**GOAL OF THE EXERCISE:** Find all the lines in the entries below that hold the word "Salaverry" and copy them.

+++

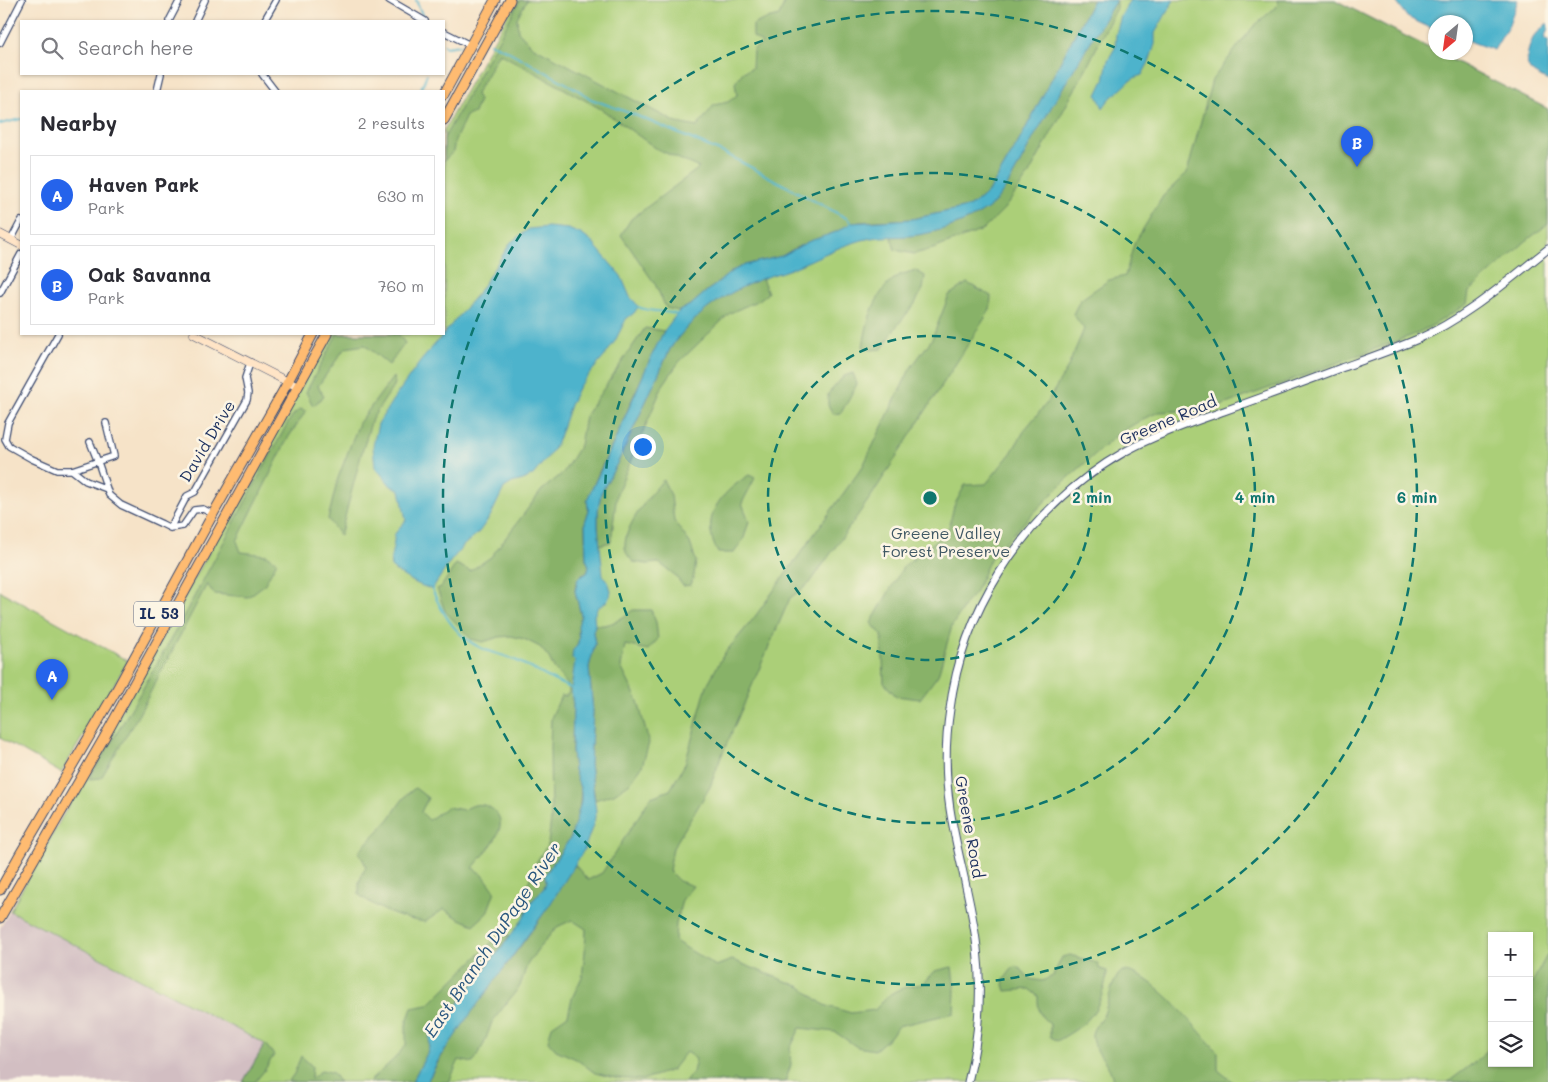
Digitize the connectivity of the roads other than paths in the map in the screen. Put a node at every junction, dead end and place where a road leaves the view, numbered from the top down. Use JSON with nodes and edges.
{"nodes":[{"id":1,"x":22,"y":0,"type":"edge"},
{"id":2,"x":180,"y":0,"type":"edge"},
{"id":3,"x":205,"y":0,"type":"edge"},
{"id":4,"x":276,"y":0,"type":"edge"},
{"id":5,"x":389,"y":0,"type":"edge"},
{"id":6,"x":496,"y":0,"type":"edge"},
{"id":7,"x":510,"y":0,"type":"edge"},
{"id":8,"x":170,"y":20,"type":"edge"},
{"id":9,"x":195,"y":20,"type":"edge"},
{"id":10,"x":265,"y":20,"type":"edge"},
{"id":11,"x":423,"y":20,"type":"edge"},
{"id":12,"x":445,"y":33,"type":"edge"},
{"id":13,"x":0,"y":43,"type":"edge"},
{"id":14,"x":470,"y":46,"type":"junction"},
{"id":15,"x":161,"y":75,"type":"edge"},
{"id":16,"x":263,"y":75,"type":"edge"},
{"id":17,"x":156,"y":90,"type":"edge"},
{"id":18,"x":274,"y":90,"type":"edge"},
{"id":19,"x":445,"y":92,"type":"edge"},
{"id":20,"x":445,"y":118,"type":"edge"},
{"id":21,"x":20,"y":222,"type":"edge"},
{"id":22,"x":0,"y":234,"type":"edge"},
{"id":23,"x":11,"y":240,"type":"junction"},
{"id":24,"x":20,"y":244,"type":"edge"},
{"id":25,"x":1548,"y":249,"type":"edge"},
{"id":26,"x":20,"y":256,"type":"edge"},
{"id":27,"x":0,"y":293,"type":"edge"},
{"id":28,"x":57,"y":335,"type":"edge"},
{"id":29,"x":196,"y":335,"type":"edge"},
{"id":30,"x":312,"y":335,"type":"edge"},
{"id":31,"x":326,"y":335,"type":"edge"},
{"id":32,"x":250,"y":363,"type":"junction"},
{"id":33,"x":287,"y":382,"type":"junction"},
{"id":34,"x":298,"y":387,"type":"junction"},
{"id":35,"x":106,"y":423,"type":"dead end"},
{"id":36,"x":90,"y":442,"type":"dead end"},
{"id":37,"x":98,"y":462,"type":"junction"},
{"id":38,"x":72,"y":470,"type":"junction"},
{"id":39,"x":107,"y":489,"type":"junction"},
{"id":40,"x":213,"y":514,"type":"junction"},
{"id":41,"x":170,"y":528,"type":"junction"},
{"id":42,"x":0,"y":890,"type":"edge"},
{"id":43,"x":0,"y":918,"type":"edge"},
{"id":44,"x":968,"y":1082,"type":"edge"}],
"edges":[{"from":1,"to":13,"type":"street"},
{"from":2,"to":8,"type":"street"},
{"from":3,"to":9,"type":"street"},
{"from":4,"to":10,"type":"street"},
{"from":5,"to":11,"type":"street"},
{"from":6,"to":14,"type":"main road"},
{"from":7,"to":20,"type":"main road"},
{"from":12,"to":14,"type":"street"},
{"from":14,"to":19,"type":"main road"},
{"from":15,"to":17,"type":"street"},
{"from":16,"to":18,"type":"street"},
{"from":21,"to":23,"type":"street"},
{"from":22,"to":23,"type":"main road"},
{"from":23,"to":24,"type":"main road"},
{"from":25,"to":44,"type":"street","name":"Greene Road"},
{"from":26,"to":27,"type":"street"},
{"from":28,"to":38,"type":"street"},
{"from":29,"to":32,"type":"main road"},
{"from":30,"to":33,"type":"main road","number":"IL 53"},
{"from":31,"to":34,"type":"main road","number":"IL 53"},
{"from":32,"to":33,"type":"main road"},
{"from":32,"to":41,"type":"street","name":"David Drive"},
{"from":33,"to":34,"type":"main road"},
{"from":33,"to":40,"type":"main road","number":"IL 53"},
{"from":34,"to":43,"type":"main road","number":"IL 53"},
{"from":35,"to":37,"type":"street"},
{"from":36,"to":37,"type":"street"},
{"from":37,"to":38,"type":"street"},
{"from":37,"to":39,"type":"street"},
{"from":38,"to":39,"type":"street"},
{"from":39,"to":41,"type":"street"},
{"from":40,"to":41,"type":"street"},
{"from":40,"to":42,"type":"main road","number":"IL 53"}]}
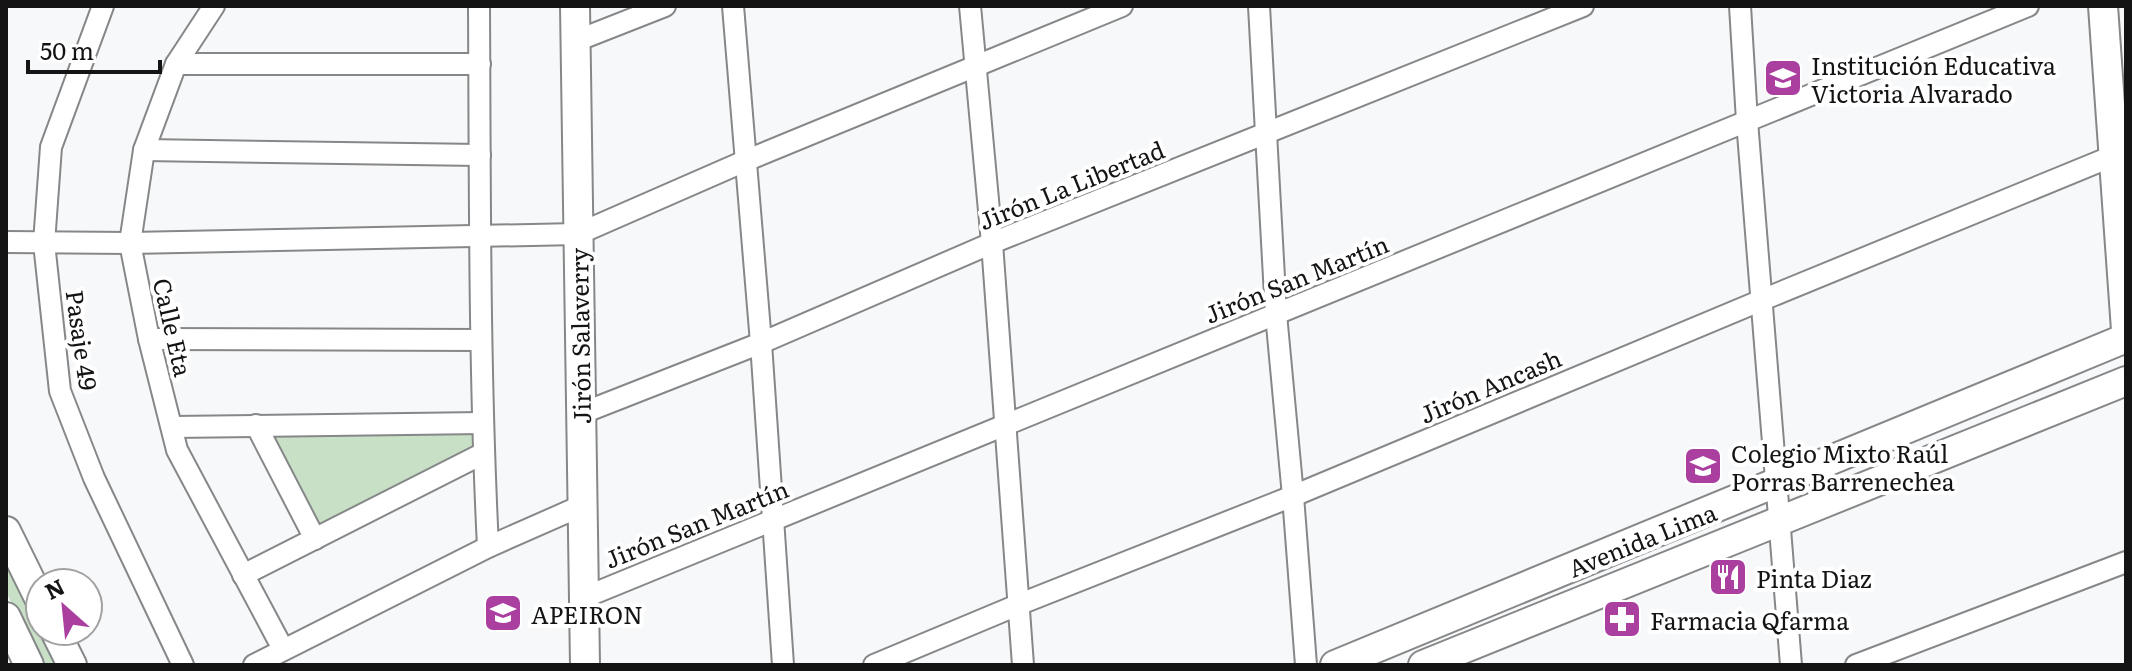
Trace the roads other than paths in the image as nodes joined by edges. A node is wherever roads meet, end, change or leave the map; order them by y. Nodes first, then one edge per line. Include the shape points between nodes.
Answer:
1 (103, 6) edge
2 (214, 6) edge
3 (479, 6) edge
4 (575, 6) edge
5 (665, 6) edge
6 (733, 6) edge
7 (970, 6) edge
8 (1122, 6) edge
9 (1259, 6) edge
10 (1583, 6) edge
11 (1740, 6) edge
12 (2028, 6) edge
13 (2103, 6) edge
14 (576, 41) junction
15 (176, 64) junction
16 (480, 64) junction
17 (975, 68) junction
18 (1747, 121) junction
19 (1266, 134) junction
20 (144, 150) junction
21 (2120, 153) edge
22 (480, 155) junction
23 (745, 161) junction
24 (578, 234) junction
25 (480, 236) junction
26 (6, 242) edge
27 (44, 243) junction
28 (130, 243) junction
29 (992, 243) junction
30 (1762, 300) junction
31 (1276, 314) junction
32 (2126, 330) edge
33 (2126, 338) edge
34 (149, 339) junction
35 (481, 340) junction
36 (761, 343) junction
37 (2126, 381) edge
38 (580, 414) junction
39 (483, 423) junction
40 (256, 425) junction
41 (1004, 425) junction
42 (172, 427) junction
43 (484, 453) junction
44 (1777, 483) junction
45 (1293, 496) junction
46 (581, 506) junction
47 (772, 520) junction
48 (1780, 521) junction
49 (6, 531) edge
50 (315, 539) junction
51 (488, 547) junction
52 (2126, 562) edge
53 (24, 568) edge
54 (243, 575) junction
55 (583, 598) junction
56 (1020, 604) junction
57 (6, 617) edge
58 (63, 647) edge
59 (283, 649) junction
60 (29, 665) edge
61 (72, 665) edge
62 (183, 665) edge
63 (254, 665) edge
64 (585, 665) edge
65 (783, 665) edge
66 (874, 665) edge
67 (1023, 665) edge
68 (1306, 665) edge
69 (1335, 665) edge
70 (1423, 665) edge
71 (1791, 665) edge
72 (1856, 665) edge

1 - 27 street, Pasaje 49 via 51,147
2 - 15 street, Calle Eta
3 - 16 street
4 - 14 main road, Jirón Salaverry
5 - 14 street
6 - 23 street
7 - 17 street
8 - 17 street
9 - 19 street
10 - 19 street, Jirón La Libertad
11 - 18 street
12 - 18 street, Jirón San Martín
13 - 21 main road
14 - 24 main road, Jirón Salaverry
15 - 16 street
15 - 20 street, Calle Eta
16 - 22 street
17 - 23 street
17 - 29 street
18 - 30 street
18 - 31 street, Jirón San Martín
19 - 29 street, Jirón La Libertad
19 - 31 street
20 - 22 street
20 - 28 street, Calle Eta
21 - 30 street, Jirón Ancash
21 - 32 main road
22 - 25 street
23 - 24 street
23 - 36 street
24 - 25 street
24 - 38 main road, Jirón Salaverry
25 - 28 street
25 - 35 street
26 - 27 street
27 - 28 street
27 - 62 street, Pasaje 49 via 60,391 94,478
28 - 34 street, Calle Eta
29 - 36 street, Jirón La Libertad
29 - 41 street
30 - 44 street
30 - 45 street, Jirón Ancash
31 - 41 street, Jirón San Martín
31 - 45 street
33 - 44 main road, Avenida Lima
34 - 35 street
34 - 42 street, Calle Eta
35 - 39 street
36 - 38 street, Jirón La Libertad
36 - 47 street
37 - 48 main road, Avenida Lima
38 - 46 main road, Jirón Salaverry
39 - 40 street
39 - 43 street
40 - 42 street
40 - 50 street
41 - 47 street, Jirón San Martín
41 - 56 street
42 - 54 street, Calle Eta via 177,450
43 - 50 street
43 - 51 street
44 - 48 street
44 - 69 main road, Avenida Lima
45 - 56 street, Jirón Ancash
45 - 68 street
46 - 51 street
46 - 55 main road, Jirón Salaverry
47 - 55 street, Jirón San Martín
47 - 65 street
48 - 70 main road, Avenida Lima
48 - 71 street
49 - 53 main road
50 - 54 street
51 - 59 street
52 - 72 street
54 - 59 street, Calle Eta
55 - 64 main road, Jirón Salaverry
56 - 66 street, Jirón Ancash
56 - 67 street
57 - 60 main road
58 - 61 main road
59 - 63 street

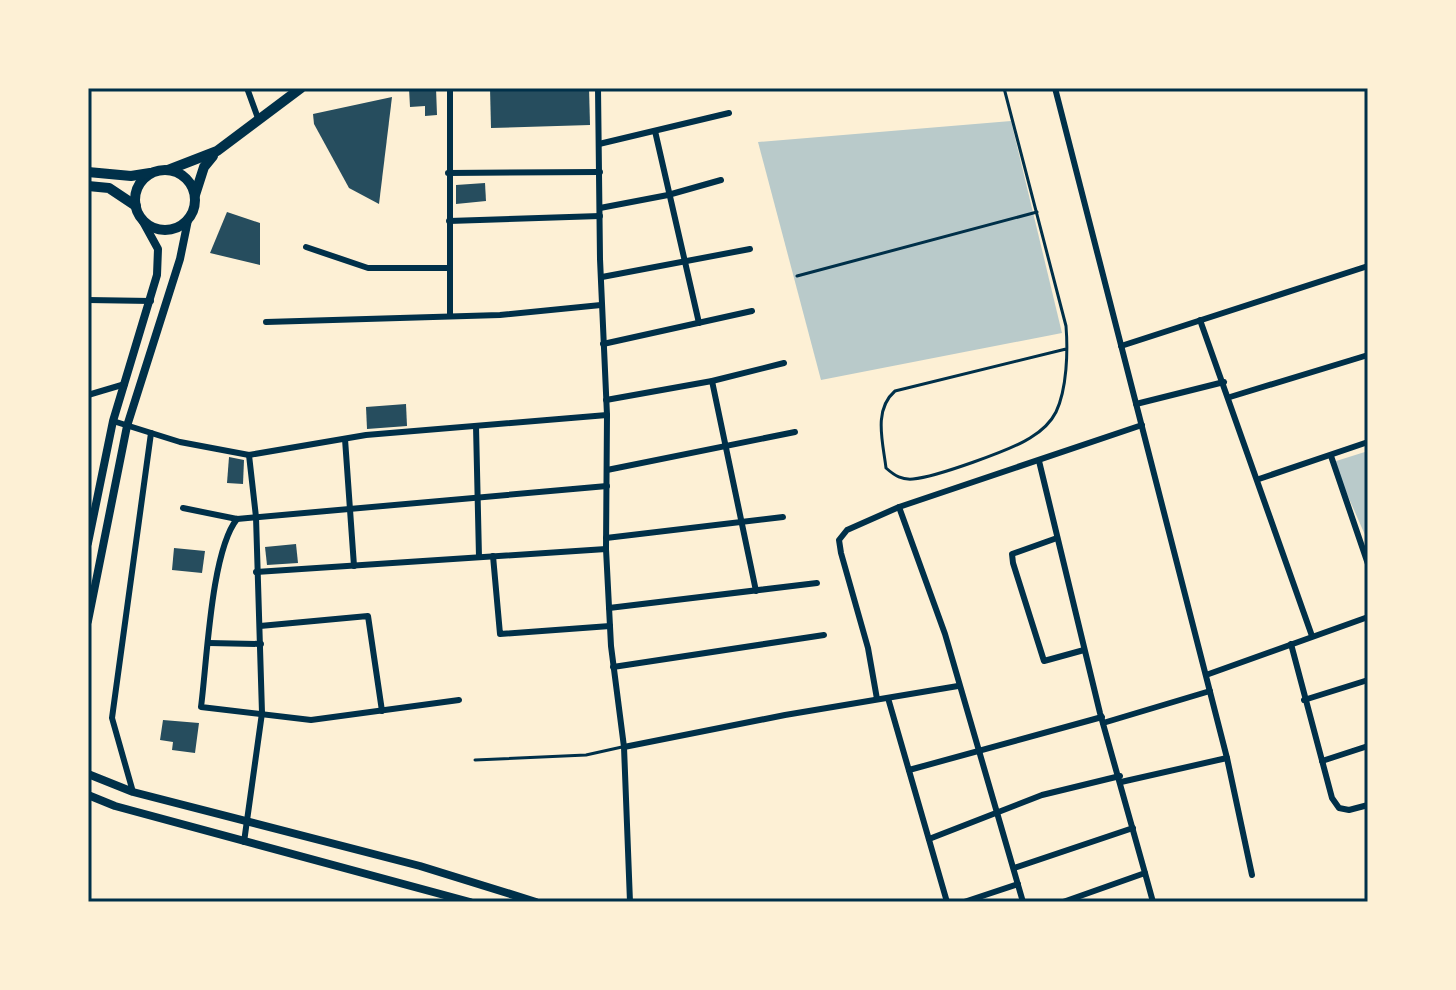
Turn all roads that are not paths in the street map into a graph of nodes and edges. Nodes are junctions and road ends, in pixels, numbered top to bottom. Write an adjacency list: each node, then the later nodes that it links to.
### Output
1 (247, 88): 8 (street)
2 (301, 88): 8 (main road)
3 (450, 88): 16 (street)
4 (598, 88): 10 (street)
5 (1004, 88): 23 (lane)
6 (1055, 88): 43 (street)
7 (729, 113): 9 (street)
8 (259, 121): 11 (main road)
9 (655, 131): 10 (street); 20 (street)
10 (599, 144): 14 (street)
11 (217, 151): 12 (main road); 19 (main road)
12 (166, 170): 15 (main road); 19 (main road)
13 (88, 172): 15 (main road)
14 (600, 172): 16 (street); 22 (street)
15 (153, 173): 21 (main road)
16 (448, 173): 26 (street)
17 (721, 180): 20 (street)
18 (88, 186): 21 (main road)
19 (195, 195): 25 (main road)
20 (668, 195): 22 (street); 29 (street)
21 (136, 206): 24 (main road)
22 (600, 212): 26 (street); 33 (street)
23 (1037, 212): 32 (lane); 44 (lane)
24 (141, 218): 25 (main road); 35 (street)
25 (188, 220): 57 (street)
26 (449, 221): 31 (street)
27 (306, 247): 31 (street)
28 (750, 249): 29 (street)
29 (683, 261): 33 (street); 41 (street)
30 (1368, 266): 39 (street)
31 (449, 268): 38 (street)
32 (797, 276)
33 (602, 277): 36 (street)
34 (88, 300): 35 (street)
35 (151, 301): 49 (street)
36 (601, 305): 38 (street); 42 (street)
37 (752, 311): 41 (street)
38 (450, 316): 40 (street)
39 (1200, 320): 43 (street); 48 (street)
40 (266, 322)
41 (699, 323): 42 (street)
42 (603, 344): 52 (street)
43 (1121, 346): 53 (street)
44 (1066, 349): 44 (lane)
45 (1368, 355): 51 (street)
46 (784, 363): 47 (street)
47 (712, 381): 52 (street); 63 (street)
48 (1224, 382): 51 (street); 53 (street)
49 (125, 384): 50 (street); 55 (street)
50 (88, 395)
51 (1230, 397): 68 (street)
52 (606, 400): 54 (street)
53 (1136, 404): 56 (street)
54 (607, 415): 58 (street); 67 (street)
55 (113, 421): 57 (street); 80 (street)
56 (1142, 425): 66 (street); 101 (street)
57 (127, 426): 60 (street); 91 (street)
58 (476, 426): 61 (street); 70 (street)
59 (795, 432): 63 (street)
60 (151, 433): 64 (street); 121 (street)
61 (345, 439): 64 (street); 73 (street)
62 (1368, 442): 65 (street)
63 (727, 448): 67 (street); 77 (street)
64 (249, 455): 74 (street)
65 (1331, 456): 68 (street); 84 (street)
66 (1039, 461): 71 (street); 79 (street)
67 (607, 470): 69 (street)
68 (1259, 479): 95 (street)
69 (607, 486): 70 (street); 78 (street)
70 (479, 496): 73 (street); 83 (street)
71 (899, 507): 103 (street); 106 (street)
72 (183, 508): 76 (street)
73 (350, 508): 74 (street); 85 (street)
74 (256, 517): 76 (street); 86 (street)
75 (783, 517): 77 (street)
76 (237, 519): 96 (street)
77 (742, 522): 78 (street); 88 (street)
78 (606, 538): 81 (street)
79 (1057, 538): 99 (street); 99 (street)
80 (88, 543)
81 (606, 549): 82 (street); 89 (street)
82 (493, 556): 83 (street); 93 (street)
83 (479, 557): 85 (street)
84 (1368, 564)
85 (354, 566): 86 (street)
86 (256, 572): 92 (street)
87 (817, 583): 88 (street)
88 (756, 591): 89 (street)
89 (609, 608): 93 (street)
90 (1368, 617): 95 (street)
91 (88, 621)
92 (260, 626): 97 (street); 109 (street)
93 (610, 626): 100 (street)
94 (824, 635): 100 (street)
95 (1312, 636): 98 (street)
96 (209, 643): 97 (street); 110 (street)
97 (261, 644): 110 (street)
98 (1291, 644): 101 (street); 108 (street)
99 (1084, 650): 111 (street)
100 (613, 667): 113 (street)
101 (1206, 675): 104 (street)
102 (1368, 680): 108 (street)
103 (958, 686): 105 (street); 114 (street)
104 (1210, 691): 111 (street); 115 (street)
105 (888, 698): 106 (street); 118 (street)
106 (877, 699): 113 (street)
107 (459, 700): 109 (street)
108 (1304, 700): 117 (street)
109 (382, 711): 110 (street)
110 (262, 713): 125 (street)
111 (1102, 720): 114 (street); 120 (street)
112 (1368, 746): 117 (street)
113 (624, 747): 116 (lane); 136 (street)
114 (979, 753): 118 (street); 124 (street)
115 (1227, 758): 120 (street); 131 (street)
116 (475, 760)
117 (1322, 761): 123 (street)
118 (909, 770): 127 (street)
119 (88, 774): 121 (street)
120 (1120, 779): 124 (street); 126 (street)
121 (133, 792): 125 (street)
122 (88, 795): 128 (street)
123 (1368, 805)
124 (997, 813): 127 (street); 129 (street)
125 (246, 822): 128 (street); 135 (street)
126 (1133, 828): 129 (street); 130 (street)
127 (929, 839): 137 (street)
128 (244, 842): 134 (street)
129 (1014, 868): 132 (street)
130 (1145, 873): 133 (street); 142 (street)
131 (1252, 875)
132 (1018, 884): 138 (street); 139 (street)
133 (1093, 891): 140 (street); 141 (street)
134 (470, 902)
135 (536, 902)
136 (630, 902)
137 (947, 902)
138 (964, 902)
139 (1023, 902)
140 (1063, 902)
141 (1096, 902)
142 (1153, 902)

+++

**ANSWER AREA:**
4 - 14 main road, Jirón Salaverry
14 - 24 main road, Jirón Salaverry
24 - 38 main road, Jirón Salaverry
38 - 46 main road, Jirón Salaverry
46 - 55 main road, Jirón Salaverry
55 - 64 main road, Jirón Salaverry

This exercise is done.